The 2016 America East Conference baseball tournament was held from May 25 through 28, 2016. All six eligible participants out of the league's seven teams met in the double-elimination tournament to be held at Edward A. LeLacheur Park in Lowell, Massachusetts, the home park of UMass Lowell. Binghamton won the championship and received the conference's automatic bid to the 2016 NCAA Division I baseball tournament.

==Seeding and format==
All six eligible teams were seeded one through six based on conference winning percentage only. The No. 1 and No. 2 seeds received a first-round bye. The teams then played a double-elimination tournament. UMass Lowell, despite hosting the event, was not eligible to participate as it was transitioning from Division II. The River Hawks are expected to complete this transition and be eligible for championships in the 2017–18 academic year.
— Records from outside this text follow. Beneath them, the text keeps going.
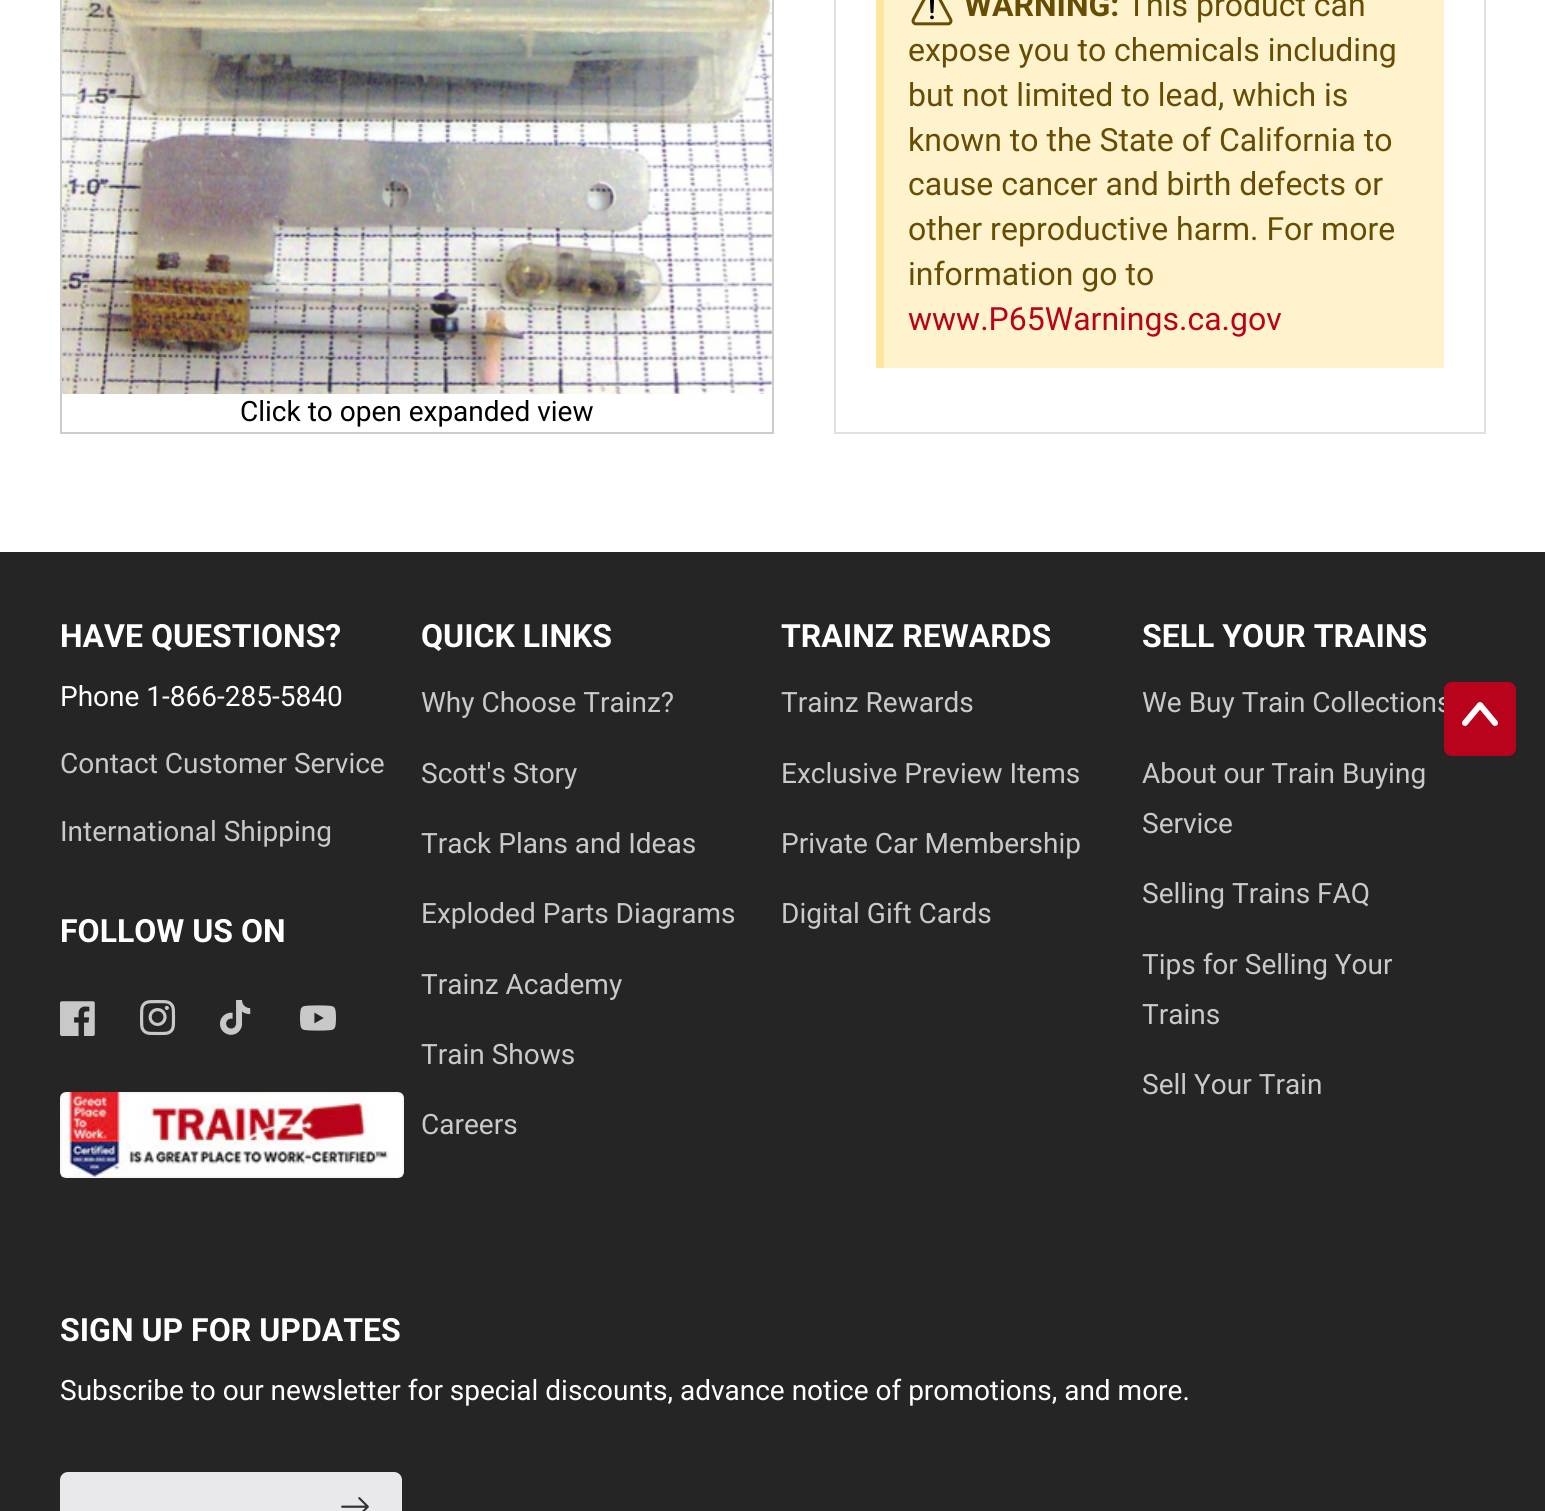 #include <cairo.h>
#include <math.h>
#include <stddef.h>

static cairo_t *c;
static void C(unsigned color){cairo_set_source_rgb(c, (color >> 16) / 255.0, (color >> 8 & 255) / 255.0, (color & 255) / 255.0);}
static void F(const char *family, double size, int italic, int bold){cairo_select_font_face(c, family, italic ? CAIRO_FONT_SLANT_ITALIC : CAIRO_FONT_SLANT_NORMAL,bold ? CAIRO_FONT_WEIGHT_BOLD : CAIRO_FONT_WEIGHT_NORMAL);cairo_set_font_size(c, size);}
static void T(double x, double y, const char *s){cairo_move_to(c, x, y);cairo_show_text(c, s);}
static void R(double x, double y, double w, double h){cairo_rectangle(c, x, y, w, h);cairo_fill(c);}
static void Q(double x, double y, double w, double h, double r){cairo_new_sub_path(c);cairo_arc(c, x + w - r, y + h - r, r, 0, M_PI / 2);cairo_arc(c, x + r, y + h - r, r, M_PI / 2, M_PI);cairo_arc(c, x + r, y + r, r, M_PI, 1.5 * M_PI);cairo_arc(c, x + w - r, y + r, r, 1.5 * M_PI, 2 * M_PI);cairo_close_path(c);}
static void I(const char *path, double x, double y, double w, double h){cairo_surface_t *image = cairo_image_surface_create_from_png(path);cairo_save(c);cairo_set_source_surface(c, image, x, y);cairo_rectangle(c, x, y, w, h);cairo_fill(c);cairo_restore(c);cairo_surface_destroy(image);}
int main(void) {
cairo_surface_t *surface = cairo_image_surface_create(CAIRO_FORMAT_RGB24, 1545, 1511);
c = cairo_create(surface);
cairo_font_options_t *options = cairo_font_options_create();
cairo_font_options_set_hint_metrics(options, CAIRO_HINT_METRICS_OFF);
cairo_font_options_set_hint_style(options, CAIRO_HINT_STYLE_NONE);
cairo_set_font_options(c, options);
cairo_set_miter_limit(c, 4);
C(0xffffff);
cairo_paint(c);
C(0xdee2e6);
R(1484,0,2,434);
R(834,432,652,2);
R(834,0,2,434);
C(0xfff3cd);
R(884,0,560,368);
C(0xffe69c);
R(876,0,8,368);
I("1.png",911,0,42,26);
F("Roboto",32,0,1);
C(0x664d03);
T(964,16,"WARNING:");
F("Roboto",32,0,0);
T(1127,16,"This product can");
T(908,61,"expose you to chemicals including");
T(908,106,"but not limited to lead, which is");
T(908,151,"known to the State of California to");
T(908,195,"cause cancer and birth defects or");
T(908,240,"other reproductive harm. For more");
T(908,285,"information go to");
C(0xb9031c);
T(908,330,"www.P65Warnings.ca.gov");
cairo_rectangle(c,61,-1,712,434);
C(0xcccccc);
cairo_stroke(c);
I("2.png",62,0,710,394);
F("Roboto",28,0,0);
C(0x000000);
T(240,421,"Click to open expanded view");
C(0x252525);
R(0,552,1545,959);
F("Roboto",32,0,1);
C(0xffffff);
T(60,647,"HAVE QUESTIONS?");
F("Roboto",28,0,0);
T(60,706,"Phone 1-866-285-5840");
C(0xc9c9c9);
T(60,773,"Contact Customer Service");
T(60,841,"International Shipping");
F("Roboto",32,0,1);
C(0xffffff);
T(60,942,"FOLLOW US ON");
I("3.png",60,1001,35,35);
I("4.png",140,1000,36,36);
I("5.png",220,1000,31,35);
I("6.png",300,1005,36,26);
I("7.png",60,1092,344,86);
T(421,647,"QUICK LINKS");
F("Roboto",28,0,0);
C(0xc9c9c9);
T(421,712,"Why Choose Trainz?");
T(421,783,"Scott's Story");
T(421,853,"Track Plans and Ideas");
T(421,923,"Exploded Parts Diagrams");
T(421,994,"Trainz Academy");
T(421,1064,"Train Shows");
T(421,1134,"Careers");
F("Roboto",32,0,1);
C(0xffffff);
T(781,647,"TRAINZ REWARDS");
F("Roboto",28,0,0);
C(0xc9c9c9);
T(781,712,"Trainz Rewards");
T(781,783,"Exclusive Preview Items");
T(781,853,"Private Car Membership");
T(781,923,"Digital Gift Cards");
F("Roboto",32,0,1);
C(0xffffff);
T(1142,647,"SELL YOUR TRAINS");
F("Roboto",28,0,0);
C(0xc9c9c9);
T(1142,712,"We Buy Train Collections");
T(1142,783,"About our Train Buying");
T(1142,833,"Service");
T(1142,903,"Selling Trains FAQ");
T(1142,974,"Tips for Selling Your");
T(1142,1024,"Trains");
T(1142,1094,"Sell Your Train");
F("Roboto",32,0,1);
C(0xffffff);
T(60,1341,"SIGN UP FOR UPDATES");
F("Roboto",28,0,0);
T(60,1400,"Subscribe to our newsletter for special discounts, advance notice of promotions, and more.");
C(0xe9e9ed);
Q(61,1473,340,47,7);
cairo_fill_preserve(c);
cairo_stroke(c);
I("8.png",341,1497,28,14);
C(0xb9031c);
Q(1444,682,72,74,8);
cairo_fill(c);
I("9.png",1462,702,36,24);
cairo_surface_write_to_png(surface, "o.png");
cairo_font_options_destroy(options);
cairo_destroy(c);
cairo_surface_destroy(surface);
return 0;
}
| Team | W | L | Pct | GB | Seed |
|---|---|---|---|---|---|
| Binghamton | 19 | 5 | .792 | — | 1 |
| Hartford | 14 | 9 | .609 | 4.5 | 2 |
| Stony Brook | 13 | 9 | .591 | 5 | 3 |
| UMBC | 13 | 10 | .565 | 5.5 | 4 |
| Albany | 9 | 14 | .391 | 9.5 | 5 |
| Maine | 8 | 15 | .348 | 10.5 | 6 |
| UMass Lowell | 5 | 19 | .208 | 14 | — |

==Schedule==
All games were broadcast on AmericaEast.tv. Attendance is unknown.

| Date | Game | Time* | Matchup^{#} |
| May 25, 2016 | 1 | Noon | #4 UMBC vs. #5 Albany |
| 2 | 3:30 p.m. | #3 Stony Brook vs. #6 Maine |
| 3 | 7:00 p.m. | #4 UMBC vs. #6 Maine |
| May 26, 2017 | 4 | Noon | #1 Binghamton vs. #5 Albany |
| 5 | 3:30 p.m. | #2 Hartford vs. #3 Stony Brook |
| 6 | 7:00 p.m. | #6 Maine vs. #5 Albany |
| May 27, 2017 | 7 | Noon | #1 Binghamton vs. Winner Game 5 |
| 8 | 3:30 p.m. | #5 Albany vs. Loser G4/G5 (higher seed) |
| 9 | 7:00 p.m. | Winner Game 8 vs. Loser Game 7 |
| Saturday, May 28, 2016 | 10 | Noon | Winner Game 7 vs. Winner Game 9 |
| 11 | 3:30 p.m. | Winner Game 10 vs. Loser Game 10 (if necessary) |

- Game times in EDT. # – Rankings denote tournament seed.